REWIND: How ashes of Vera Brittain, mother of Shirley Williams, came to be buried near Kenilworth
The death of Baroness Shirley Williams on Monday (April 12) has prompted swathes of tributes and biographies to be penned in her memory.
We have taken a quick look at how one of the most influential politicians of the 20th century is in fact connected to a church very close to Kenilworth.
Williams herself was not born in Warwickshire. She was raised in Chelsea, before going on to study at Somerville, Oxford. She eventually become a journalist for the Daily Mirror and the Financial Times before going on to make such a huge impact in politics.
Williams was the daughter of political scientist Sir George Caitlin, and nurse and writer Vera Brittain.

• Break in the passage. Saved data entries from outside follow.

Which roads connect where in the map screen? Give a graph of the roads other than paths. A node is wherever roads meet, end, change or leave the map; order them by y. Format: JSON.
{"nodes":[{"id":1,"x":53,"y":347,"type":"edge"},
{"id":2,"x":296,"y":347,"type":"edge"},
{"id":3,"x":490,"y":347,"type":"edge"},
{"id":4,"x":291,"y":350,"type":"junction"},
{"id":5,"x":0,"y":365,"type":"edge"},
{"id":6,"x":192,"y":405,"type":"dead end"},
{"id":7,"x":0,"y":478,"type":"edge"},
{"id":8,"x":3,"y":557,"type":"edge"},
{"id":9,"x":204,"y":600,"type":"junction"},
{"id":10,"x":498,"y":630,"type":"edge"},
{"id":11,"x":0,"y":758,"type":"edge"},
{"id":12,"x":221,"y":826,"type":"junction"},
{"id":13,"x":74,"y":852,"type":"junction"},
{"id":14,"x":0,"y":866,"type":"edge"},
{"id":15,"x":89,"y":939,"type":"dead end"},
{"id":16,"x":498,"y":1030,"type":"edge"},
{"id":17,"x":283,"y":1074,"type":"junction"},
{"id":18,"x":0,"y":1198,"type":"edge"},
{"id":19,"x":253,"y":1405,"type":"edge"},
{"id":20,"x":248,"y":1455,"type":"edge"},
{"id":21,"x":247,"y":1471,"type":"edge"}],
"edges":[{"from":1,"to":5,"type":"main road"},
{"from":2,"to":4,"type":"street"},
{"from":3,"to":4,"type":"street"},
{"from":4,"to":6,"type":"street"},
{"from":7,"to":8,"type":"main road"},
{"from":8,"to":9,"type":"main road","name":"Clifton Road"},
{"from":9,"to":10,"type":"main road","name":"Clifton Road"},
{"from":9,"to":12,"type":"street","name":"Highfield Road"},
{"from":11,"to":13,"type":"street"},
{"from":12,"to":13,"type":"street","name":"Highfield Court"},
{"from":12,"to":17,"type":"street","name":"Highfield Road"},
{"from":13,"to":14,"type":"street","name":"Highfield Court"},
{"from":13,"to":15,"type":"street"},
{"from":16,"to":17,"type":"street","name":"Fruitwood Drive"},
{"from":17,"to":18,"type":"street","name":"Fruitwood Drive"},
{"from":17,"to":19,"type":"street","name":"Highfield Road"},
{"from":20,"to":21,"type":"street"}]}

Neither Brittain nor Caitlin were born in Warwickshire. Caitlin grew up in Liverpool, before going on to study at Oxford, whilst Brittain was born in Newcastle-Under-Lyme, before also going on to Oxford for her education.
Brittain is well known for having delayed her studies to become a nurse during the First World War, during which she lost her brother, Edward, and her fiancé, Roland Leighton.
Her experiences were documented through a number of published works, most notably in 'A Testament of Youth'.
Her experiences of the war also led her to become an active pacifist, joining the Anglican Pacifist Fellowship before the Second World War.
Brittain and Caitlin married in 1925. The couple had two children together, Shirley and John, and enjoyed a long marriage before her death in 1970 at the age of 76.
Cailtin in fact married again in the year following Brittain's death, before he passed away in Southampton in 1979 aged 82.
Cailtin's remains however were transported to Warwickshire, and he was buried alongside his father in the graveyard of St James Church in Old Milverton.
Caitlin's father had been an Anglican Vicar in Leamington shortly after the turn of the 20th century.
As per the conditions of her will, half of Brittain's ashes were buried alongside her husband's at St James'.
The second half of her ashes are actually buried at the Granezza British Cemetery in Italy alongside those of her brother.
Whilst it may be a distant link between Baroness Williams and Old Milverton, it is a piece of local history that few people will surely be aware of.